- League: LNB Pro A
- Sport: Basketball
- Games: 306 (regular season)
- Teams: 18
- TV partner: Sport+

Regular Season
- Top seed: Roanne
- Season MVP: Dewarick Spencer (Roanne) Cyril Julian (Nancy)
- Top scorer: Dewarick Spencer (Roanne)

2006-07 Finals
- Champions: Roanne
- Runners-up: Nancy

LNB Pro A seasons
- 2005–062007–08 →

= 2006–07 Pro A season =

The 2006–07 LNB Pro A season was the 85th season of the French Basketball Championship and the 20th season since inception of the Ligue Nationale de Basketball (LNB) . The regular season started on September 23, 2006 and ended on April 27, 2007. The play-offs were held from May 15, 2007 till June 2, 2007.

Roanne, after finishing at the second top seed of the regular season, won its second French Pro A League title by defeating Nancy in playoffs final (81-74).

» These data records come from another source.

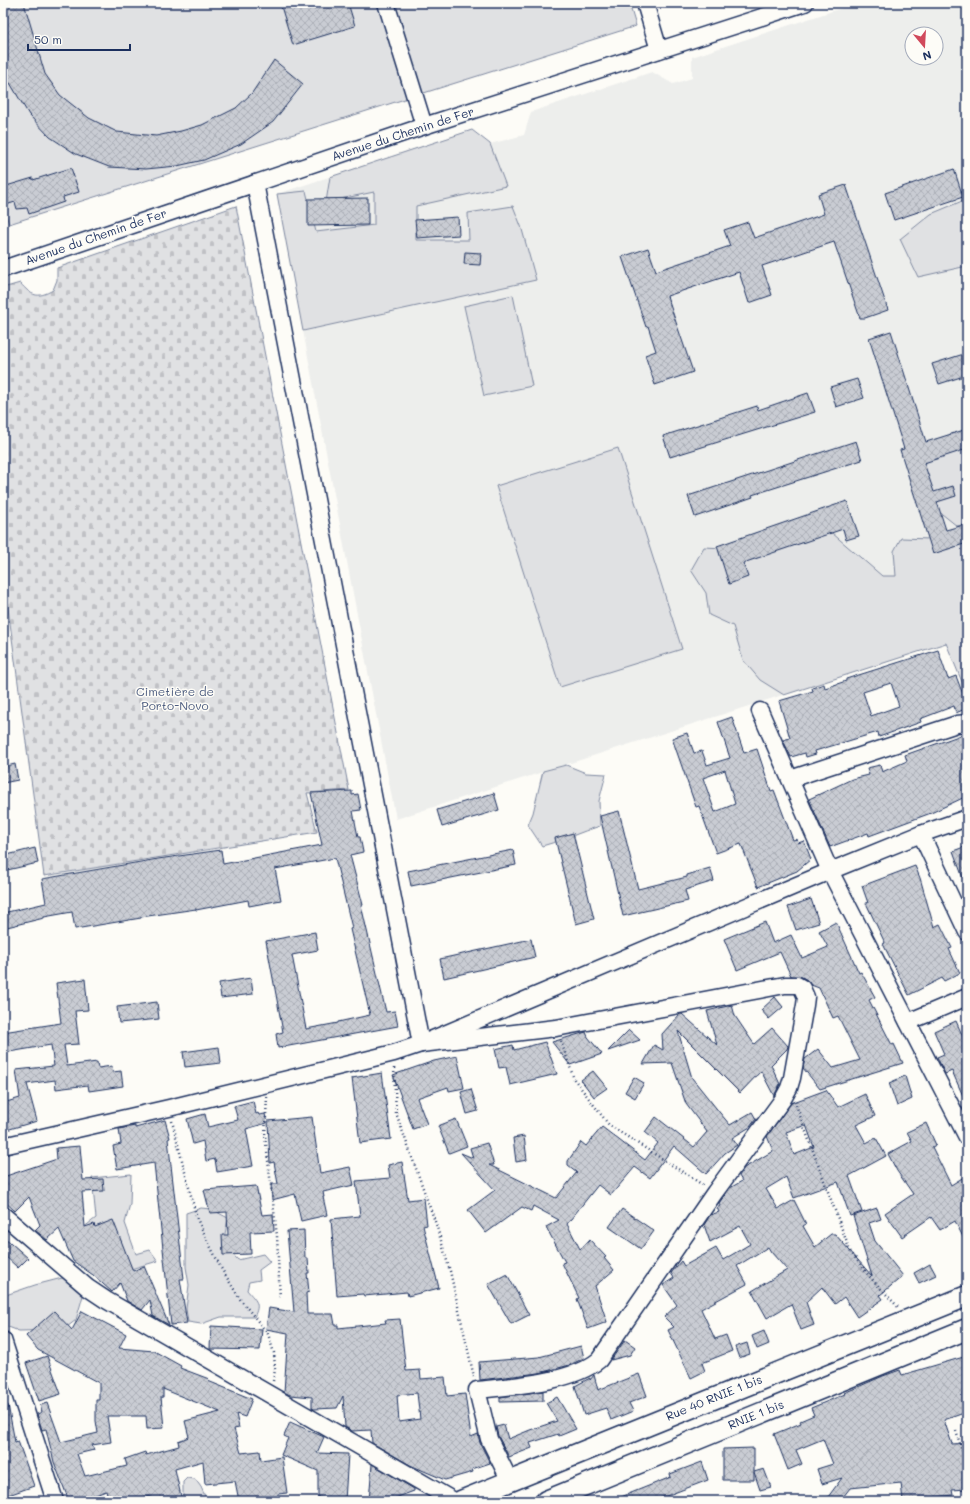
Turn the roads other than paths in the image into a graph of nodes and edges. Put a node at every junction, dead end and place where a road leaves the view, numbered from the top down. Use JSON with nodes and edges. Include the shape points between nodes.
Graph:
{"nodes":[{"id":1,"x":386,"y":3,"type":"edge"},
{"id":2,"x":645,"y":3,"type":"edge"},
{"id":3,"x":804,"y":3,"type":"edge"},
{"id":4,"x":659,"y":50,"type":"junction"},
{"id":5,"x":424,"y":126,"type":"junction"},
{"id":6,"x":255,"y":183,"type":"junction"},
{"id":7,"x":3,"y":269,"type":"edge"},
{"id":8,"x":760,"y":711,"type":"dead end"},
{"id":9,"x":967,"y":723,"type":"edge"},
{"id":10,"x":790,"y":779,"type":"junction"},
{"id":11,"x":967,"y":818,"type":"edge"},
{"id":12,"x":921,"y":834,"type":"junction"},
{"id":13,"x":830,"y":871,"type":"junction"},
{"id":14,"x":967,"y":932,"type":"edge"},
{"id":15,"x":967,"y":997,"type":"edge"},
{"id":16,"x":908,"y":1022,"type":"junction"},
{"id":17,"x":421,"y":1044,"type":"junction"},
{"id":18,"x":967,"y":1137,"type":"edge"},
{"id":19,"x":3,"y":1146,"type":"edge"},
{"id":20,"x":3,"y":1215,"type":"edge"},
{"id":21,"x":967,"y":1296,"type":"edge"},
{"id":22,"x":967,"y":1329,"type":"edge"},
{"id":23,"x":3,"y":1340,"type":"edge"},
{"id":24,"x":510,"y":1481,"type":"junction"},
{"id":25,"x":55,"y":1501,"type":"edge"},
{"id":26,"x":454,"y":1501,"type":"edge"},
{"id":27,"x":461,"y":1501,"type":"edge"},
{"id":28,"x":546,"y":1501,"type":"edge"}],
"edges":[{"from":1,"to":5,"type":"street"},
{"from":2,"to":4,"type":"street"},
{"from":3,"to":4,"type":"street","name":"Avenue du Chemin de Fer"},
{"from":4,"to":5,"type":"street","name":"Avenue du Chemin de Fer"},
{"from":5,"to":6,"type":"street","name":"Avenue du Chemin de Fer"},
{"from":6,"to":7,"type":"street","name":"Avenue du Chemin de Fer"},
{"from":6,"to":17,"type":"street"},
{"from":8,"to":10,"type":"street"},
{"from":9,"to":10,"type":"street","via":[[957,724]]},
{"from":10,"to":13,"type":"street"},
{"from":11,"to":12,"type":"street"},
{"from":12,"to":13,"type":"street"},
{"from":12,"to":14,"type":"street"},
{"from":13,"to":16,"type":"street"},
{"from":13,"to":17,"type":"street"},
{"from":15,"to":16,"type":"street"},
{"from":16,"to":18,"type":"street"},
{"from":17,"to":19,"type":"street","via":[[268,1085]]},
{"from":17,"to":24,"type":"street","via":[[556,1028],[785,985],[797,985],[802,988],[806,997],[789,1088],[604,1354],[592,1366],[570,1375],[542,1382],[477,1390],[489,1439]]},
{"from":20,"to":26,"type":"street","via":[[88,1288],[106,1300]]},
{"from":21,"to":24,"type":"main road","name":"Rue 40 RNIE 1 bis"},
{"from":22,"to":28,"type":"main road","name":"RNIE 1 bis"},
{"from":23,"to":25,"type":"street"},
{"from":24,"to":27,"type":"main road","name":"Rue 40 RNIE 1 bis"}]}
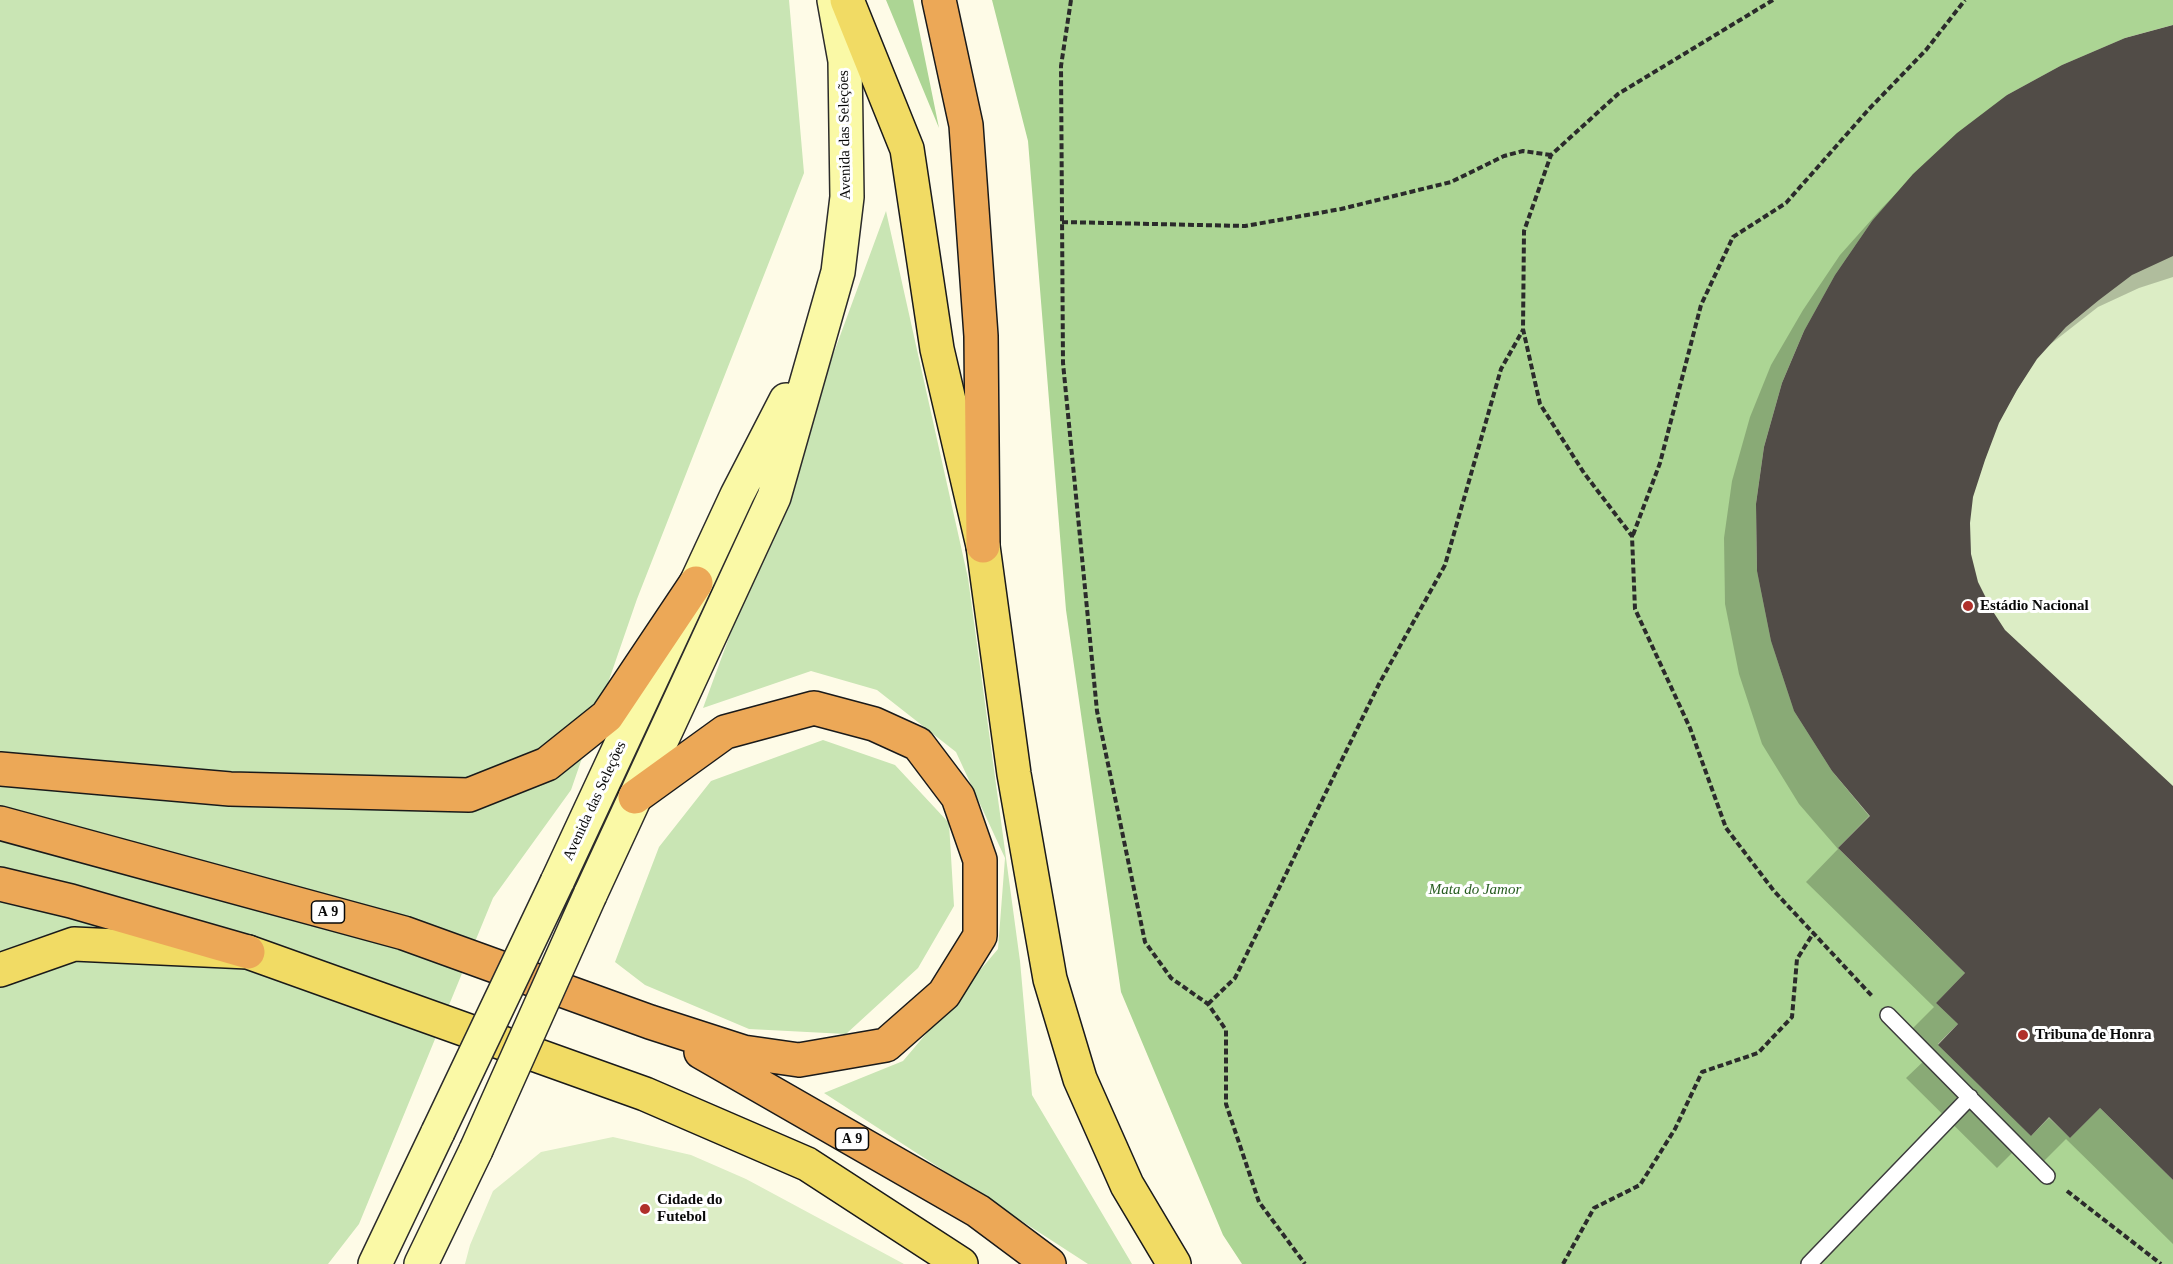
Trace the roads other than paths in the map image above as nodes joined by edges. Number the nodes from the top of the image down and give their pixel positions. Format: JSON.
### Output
{"nodes":[{"id":1,"x":834,"y":0,"type":"edge"},
{"id":2,"x":847,"y":0,"type":"edge"},
{"id":3,"x":939,"y":0,"type":"edge"},
{"id":4,"x":818,"y":340,"type":"junction"},
{"id":5,"x":983,"y":546,"type":"junction"},
{"id":6,"x":696,"y":583,"type":"junction"},
{"id":7,"x":0,"y":769,"type":"edge"},
{"id":8,"x":635,"y":797,"type":"junction"},
{"id":9,"x":0,"y":823,"type":"edge"},
{"id":10,"x":0,"y":884,"type":"edge"},
{"id":11,"x":249,"y":952,"type":"junction"},
{"id":12,"x":0,"y":970,"type":"edge"},
{"id":13,"x":1888,"y":1015,"type":"road end"},
{"id":14,"x":650,"y":1022,"type":"junction"},
{"id":15,"x":1970,"y":1097,"type":"junction"},
{"id":16,"x":2047,"y":1176,"type":"road end"},
{"id":17,"x":426,"y":1258,"type":"edge"},
{"id":18,"x":375,"y":1264,"type":"edge"},
{"id":19,"x":961,"y":1264,"type":"edge"},
{"id":20,"x":1049,"y":1264,"type":"edge"},
{"id":21,"x":1174,"y":1264,"type":"edge"},
{"id":22,"x":1809,"y":1264,"type":"edge"}],
"edges":[{"from":1,"to":4,"type":"main road","name":"Avenida das Seleções"},
{"from":2,"to":5,"type":"main road"},
{"from":3,"to":5,"type":"highway"},
{"from":4,"to":6,"type":"main road","name":"Avenida das Seleções"},
{"from":4,"to":8,"type":"main road","name":"Avenida das Seleções"},
{"from":5,"to":21,"type":"main road"},
{"from":6,"to":7,"type":"highway"},
{"from":6,"to":18,"type":"main road","name":"Avenida das Seleções","bridge":true},
{"from":8,"to":14,"type":"highway"},
{"from":8,"to":17,"type":"main road","name":"Avenida das Seleções","bridge":true},
{"from":9,"to":14,"type":"highway","number":"A 9"},
{"from":10,"to":11,"type":"highway"},
{"from":11,"to":12,"type":"main road"},
{"from":11,"to":19,"type":"main road"},
{"from":13,"to":15,"type":"lane"},
{"from":14,"to":20,"type":"highway","number":"A 9"},
{"from":15,"to":16,"type":"lane"},
{"from":15,"to":22,"type":"lane"}]}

== Promotion and relegation ==
Due to the change of the LNB Pro A league format from 18 clubs to 16 between the 2006–07 and 2007–08 seasons, only 1 club is promoted from 2006 to 2007 LNB Pro B league (French 2nd division) and 3 clubs are sent to 2007-08 Pro B league.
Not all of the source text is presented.